Supreme Court of Rhode Island.

April 7, 1983.

John R. Payne, Jr., Westerly, for petitioner.

Adamo & Newman, Edward H. Newman, Westerly, for respondent.

OPINION

WEISBERGER, Justice.

This case comes before us on a motion made by adoptive parents to affirm a judgment of the Family Court denying the natural grandfather of an adopted child standing to participate in the adoption proceedings and standing to obtain visitation rights. We grant the motion and affirm. The facts are as follows.

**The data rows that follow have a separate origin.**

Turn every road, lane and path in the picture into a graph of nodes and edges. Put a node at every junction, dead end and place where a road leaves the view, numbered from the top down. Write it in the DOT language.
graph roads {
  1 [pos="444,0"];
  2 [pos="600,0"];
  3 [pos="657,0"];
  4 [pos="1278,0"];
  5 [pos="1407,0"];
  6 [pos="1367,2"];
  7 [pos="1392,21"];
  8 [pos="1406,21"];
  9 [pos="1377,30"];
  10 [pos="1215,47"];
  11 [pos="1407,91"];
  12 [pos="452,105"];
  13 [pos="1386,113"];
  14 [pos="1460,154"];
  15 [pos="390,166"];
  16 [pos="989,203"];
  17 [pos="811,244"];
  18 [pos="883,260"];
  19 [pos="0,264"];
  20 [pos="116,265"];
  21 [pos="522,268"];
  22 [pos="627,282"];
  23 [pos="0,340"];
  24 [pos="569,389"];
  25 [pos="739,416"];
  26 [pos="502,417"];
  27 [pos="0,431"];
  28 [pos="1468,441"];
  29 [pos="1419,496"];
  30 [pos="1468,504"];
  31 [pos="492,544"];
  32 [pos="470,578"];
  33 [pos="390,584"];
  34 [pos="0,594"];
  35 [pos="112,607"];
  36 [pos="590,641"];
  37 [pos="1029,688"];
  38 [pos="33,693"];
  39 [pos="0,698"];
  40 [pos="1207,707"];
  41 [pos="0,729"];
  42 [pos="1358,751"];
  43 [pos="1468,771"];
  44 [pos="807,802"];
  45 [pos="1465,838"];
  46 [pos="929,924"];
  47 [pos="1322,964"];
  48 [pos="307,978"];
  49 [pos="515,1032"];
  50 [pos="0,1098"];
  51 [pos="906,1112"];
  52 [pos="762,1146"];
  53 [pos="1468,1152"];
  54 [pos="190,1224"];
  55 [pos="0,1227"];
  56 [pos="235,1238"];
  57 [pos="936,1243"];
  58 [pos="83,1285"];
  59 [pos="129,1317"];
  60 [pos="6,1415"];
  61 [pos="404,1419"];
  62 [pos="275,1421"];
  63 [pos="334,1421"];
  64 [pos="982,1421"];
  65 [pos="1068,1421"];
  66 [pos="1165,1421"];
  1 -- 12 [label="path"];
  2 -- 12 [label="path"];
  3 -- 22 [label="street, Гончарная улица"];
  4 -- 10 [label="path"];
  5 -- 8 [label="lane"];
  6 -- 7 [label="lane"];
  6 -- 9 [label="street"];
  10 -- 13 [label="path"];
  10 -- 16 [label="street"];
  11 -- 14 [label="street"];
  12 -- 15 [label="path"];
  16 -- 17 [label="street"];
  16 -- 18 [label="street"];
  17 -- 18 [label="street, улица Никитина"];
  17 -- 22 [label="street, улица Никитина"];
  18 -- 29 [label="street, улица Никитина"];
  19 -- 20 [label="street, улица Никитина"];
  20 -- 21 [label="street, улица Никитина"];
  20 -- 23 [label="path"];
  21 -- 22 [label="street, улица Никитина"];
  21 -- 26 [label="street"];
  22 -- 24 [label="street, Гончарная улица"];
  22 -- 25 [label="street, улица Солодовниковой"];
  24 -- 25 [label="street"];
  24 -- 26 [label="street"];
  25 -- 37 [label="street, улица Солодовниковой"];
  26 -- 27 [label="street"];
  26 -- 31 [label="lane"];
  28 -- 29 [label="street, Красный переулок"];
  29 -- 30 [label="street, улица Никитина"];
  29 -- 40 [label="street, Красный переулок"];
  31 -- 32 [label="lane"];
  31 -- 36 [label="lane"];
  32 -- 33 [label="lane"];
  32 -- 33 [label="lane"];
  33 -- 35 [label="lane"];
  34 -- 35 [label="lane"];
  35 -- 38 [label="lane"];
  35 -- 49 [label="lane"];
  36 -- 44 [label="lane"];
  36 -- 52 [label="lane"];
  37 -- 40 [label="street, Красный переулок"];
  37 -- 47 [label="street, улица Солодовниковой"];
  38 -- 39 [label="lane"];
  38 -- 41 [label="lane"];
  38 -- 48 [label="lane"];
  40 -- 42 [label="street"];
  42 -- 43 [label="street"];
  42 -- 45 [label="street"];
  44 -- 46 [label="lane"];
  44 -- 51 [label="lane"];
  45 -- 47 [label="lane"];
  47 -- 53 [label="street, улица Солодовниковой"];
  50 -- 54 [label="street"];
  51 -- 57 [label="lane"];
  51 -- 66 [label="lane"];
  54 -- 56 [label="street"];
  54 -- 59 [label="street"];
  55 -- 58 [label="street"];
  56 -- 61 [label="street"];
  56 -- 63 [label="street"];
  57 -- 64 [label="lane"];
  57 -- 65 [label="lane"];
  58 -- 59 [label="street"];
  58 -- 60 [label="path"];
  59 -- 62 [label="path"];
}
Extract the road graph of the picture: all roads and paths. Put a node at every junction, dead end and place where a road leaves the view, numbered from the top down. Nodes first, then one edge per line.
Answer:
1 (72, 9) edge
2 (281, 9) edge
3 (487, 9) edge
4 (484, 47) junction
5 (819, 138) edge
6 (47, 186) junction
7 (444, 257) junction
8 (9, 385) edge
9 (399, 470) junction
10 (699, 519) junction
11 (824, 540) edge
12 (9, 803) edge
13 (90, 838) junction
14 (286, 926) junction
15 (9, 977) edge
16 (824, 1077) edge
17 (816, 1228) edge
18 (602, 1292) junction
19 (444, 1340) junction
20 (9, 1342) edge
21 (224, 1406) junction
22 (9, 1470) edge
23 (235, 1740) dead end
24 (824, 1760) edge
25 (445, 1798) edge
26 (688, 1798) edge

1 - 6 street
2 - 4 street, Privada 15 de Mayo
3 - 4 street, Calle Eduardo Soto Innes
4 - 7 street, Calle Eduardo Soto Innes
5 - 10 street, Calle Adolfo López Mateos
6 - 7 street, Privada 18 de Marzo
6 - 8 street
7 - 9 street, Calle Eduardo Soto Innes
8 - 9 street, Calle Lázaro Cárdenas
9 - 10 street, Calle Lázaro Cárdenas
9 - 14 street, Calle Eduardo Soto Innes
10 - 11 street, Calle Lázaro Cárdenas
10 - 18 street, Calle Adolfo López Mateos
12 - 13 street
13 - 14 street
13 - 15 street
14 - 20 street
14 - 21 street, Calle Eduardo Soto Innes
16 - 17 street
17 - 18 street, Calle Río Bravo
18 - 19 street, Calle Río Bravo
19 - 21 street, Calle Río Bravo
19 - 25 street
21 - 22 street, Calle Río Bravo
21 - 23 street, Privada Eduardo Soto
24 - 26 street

Nicholas was born out of wedlock on March 29, 1978. Subsequently Nicholas's mother married petitioner who sought to adopt the child by petition filed October 5, 1981. Notice was sent to the natural father in care of the grandfather. The natural father raised no objection to the adoption, but on the contrary cooperated in providing necessary information which was ultimately submitted to the court. Although his son did not object, the grandfather sought to intervene in the adoption proceeding and also sought visitation rights incident to his intervention. A justice of the Family Court denied the grandfather's motion to intervene on the ground that he had no standing to participate in the proceeding. At a subsequent hearing on June 22, 1982, the adoption petition was granted. The grandfather has filed a notice of appeal from the decree denying his motion to intervene and the order granting the petition for adoption. The grandfather's position in respect to the adoption is somewhat equivocal. He states in his brief that "[i]t is not his intention to necessarily prevent the adoption, but rather to participate in it so that the court can render a more intelligent decision which would hopefully provide for some visitation rights in the appellant."

As we stated in In re Christine, 121 R.I. 203, 205, 397 A.2d 511, 512 (1979):

"At common law adoption was unknown. Union Trust Co. v. Campi, 51 R.I. 76, 81, 151 A. 131, 133 (1930). Adoption and its legal consequences are purely statutory in origin * * *."

Our statutes in respect to adoption provide for notice to parents when an adoption petition is filed. General Laws 1956 (1981 Reenactment) §§ 15-7-8 and -9. Provision is made, in the event that a parent is under the age of eighteen, that a consent may not be given without the consent of one of the "parents, guardian, or guardian ad litem of *1360 such minor parent * * *." Section 15-7-10. The statute provides for notice to a natural father, who is given an opportunity to appear and contest the proceeding. In the event that the father fails to appear, "the court shall enter an order terminating his rights with reference to the child." Section 15-7-26.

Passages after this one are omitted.